** Opening Records for the exercise block **
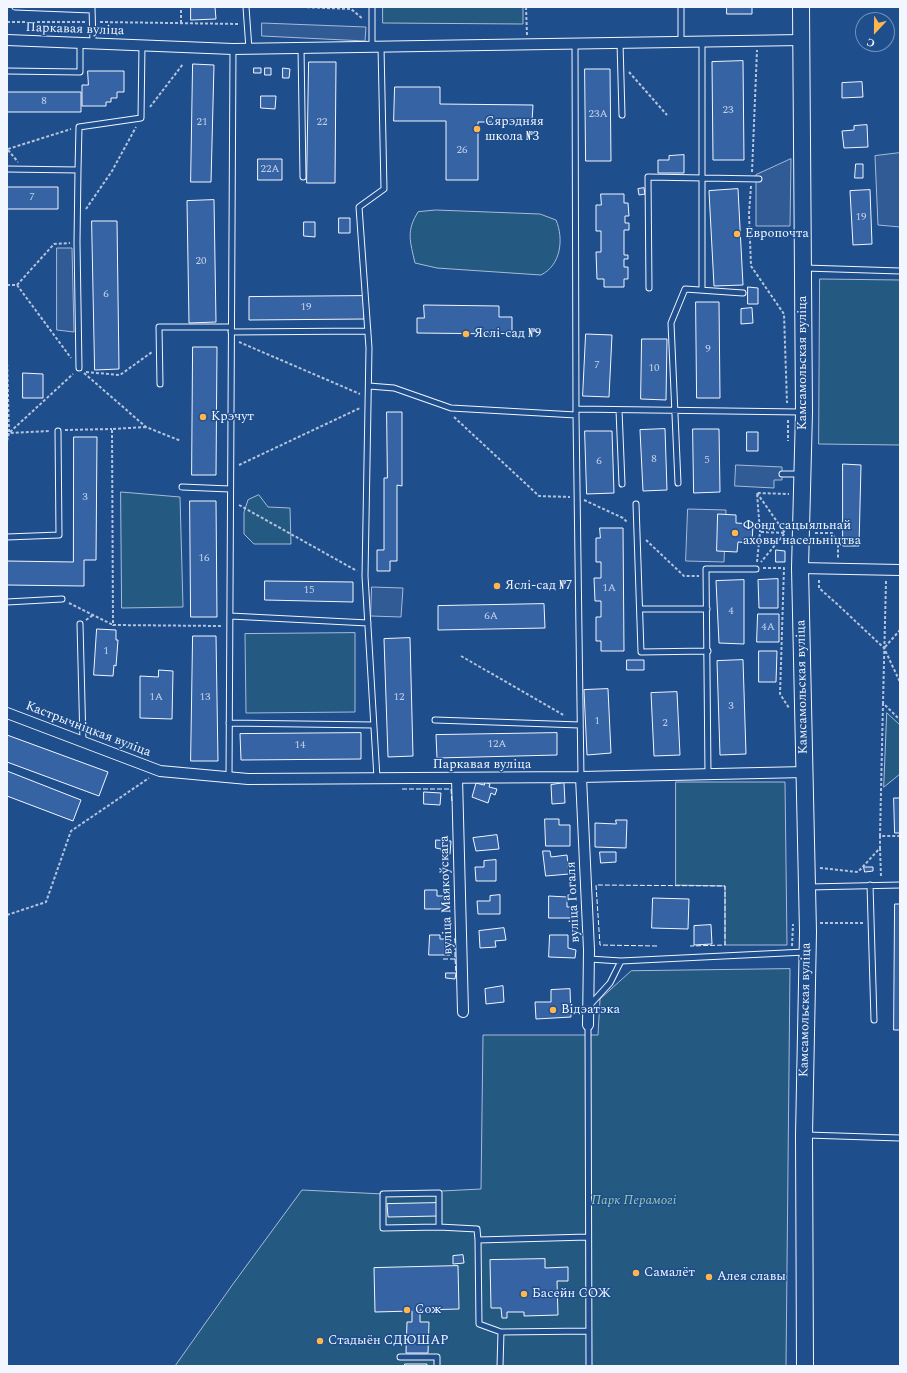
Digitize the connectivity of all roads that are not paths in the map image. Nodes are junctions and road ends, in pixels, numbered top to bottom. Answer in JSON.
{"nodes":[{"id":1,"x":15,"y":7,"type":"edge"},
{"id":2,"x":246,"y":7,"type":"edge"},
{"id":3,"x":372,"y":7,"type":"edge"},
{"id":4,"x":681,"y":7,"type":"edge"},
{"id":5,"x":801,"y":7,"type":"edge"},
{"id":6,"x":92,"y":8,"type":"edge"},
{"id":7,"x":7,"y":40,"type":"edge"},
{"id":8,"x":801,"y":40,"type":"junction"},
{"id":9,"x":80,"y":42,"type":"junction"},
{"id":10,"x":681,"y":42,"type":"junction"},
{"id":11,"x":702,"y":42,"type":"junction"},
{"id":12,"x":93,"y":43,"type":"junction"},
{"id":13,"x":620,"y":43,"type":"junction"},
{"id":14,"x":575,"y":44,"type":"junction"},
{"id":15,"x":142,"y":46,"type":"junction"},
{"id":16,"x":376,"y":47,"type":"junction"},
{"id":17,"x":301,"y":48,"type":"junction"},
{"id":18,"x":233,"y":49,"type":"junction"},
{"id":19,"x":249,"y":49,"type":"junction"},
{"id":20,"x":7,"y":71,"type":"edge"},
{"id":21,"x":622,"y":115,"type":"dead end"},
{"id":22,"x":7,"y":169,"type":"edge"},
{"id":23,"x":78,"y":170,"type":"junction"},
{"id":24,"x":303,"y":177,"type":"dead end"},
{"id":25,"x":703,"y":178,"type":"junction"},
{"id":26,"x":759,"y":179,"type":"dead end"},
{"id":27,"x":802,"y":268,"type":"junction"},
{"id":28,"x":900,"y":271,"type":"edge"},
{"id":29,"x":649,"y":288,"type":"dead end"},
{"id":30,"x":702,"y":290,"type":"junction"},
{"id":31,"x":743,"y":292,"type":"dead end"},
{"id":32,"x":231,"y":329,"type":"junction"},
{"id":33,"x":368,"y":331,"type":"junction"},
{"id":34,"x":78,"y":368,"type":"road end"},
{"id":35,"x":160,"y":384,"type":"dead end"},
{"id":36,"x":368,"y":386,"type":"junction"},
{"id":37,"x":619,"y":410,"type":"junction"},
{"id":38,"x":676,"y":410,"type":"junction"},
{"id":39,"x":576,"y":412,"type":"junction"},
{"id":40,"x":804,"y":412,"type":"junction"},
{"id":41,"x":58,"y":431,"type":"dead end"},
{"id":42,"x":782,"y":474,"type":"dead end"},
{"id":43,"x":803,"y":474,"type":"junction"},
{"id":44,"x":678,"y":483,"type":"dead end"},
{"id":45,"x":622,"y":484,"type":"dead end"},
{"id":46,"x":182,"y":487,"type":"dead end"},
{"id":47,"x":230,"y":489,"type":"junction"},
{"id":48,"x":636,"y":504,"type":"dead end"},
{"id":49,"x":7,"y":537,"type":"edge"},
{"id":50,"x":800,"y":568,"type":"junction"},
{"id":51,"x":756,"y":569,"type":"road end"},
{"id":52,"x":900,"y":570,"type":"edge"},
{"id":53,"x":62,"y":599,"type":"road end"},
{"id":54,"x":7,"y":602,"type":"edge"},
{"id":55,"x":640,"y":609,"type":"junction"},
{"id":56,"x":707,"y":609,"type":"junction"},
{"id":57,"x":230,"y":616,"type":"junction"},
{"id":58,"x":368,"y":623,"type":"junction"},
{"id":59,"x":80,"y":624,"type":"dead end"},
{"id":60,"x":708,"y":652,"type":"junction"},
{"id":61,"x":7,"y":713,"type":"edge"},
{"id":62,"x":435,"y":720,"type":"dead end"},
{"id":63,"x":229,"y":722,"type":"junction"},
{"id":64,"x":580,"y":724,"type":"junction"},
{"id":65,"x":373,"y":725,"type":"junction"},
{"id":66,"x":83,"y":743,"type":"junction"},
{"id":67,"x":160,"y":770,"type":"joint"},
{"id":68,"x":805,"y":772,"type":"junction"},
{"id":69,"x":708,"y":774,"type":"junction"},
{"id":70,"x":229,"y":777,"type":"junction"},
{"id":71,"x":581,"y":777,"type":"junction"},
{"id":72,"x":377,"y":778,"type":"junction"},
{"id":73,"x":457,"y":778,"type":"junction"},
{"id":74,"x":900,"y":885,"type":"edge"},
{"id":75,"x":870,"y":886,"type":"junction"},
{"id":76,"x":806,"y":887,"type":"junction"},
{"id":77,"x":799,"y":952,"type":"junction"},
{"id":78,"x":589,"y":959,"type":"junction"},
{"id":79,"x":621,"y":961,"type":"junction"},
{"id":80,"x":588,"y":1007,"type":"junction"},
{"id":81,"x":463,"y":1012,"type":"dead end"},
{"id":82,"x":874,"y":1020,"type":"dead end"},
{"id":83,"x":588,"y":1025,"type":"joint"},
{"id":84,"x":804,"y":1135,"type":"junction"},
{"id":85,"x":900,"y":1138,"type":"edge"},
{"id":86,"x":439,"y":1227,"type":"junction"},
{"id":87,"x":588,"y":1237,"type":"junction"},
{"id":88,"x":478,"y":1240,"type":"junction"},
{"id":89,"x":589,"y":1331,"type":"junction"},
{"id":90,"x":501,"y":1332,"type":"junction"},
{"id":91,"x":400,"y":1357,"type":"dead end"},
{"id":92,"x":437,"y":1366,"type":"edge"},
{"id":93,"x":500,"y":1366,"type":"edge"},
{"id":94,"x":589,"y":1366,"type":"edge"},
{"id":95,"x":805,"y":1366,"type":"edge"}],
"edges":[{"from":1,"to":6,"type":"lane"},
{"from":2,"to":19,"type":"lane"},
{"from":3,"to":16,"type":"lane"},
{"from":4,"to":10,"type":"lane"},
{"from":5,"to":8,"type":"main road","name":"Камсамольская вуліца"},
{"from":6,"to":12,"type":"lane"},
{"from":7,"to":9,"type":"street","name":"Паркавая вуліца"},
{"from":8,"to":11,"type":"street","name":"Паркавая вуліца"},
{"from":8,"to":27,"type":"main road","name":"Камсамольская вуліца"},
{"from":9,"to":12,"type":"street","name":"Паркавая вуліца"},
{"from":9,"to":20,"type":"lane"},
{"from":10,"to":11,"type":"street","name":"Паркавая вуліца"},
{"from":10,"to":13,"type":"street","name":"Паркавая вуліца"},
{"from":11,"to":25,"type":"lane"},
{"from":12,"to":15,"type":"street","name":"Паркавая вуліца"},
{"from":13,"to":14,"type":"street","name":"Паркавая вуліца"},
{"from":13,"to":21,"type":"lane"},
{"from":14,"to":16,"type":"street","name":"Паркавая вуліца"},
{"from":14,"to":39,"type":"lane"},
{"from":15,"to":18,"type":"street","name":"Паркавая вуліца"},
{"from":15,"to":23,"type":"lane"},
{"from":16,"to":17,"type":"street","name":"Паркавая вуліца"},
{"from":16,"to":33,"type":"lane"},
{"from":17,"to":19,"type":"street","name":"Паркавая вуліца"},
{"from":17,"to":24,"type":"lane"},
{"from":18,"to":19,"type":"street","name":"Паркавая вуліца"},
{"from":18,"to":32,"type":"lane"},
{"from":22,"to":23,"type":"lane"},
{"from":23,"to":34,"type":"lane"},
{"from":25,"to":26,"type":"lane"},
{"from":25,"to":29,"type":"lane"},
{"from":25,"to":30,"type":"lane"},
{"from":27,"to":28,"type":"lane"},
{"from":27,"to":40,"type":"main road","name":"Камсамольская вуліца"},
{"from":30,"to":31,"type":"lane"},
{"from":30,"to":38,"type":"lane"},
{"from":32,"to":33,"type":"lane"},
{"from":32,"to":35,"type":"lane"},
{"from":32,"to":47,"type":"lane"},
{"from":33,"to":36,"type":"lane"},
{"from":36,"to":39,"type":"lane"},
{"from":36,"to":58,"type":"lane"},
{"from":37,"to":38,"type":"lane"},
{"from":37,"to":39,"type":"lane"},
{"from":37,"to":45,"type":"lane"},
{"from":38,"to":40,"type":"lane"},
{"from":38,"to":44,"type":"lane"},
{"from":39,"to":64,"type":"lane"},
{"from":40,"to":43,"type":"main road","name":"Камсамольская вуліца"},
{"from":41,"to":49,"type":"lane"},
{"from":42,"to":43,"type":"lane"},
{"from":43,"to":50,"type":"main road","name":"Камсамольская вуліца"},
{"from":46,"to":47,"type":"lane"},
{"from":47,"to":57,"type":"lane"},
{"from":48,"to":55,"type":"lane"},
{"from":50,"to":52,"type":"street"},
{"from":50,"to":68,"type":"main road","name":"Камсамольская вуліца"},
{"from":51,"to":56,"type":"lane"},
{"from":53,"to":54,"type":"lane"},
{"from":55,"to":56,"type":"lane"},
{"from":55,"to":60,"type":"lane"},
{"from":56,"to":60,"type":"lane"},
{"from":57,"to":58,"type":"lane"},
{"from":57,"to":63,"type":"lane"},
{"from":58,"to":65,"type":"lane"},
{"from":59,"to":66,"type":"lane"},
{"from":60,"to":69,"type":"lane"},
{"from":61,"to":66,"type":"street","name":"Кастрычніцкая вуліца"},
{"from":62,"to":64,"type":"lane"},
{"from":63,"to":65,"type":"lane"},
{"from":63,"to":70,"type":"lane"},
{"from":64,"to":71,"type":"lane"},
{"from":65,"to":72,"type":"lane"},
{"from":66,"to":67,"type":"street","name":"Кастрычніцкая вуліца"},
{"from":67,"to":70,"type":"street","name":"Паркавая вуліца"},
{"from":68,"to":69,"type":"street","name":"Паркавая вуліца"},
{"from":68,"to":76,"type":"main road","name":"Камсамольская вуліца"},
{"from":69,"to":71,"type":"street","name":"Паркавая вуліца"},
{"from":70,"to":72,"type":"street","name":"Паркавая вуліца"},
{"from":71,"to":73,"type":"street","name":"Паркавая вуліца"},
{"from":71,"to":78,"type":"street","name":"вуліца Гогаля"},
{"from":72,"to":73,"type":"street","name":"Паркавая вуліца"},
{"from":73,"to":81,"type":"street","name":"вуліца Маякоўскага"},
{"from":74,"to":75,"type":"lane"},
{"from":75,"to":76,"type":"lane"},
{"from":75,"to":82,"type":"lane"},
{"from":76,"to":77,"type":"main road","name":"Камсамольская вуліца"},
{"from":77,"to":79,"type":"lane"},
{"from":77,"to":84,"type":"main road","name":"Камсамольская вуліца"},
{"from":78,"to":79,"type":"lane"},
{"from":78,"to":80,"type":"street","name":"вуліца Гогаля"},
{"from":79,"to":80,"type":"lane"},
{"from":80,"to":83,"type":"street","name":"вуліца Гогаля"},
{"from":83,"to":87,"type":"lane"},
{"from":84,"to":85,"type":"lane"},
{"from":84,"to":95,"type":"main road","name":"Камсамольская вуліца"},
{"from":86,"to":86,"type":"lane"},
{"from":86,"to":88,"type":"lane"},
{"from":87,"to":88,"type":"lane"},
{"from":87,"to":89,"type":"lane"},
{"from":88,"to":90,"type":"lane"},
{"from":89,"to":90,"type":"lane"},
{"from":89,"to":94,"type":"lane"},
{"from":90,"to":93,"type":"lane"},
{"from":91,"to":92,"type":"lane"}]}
** Closing Records for the exercise block **
> **Task item**
Copy out each line of the data that has the word "Гогаля" in it.

> **Solution to the exercise**
{"from":71,"to":78,"type":"street","name":"вуліца Гогаля"},
{"from":78,"to":80,"type":"street","name":"вуліца Гогаля"},
{"from":80,"to":83,"type":"street","name":"вуліца Гогаля"},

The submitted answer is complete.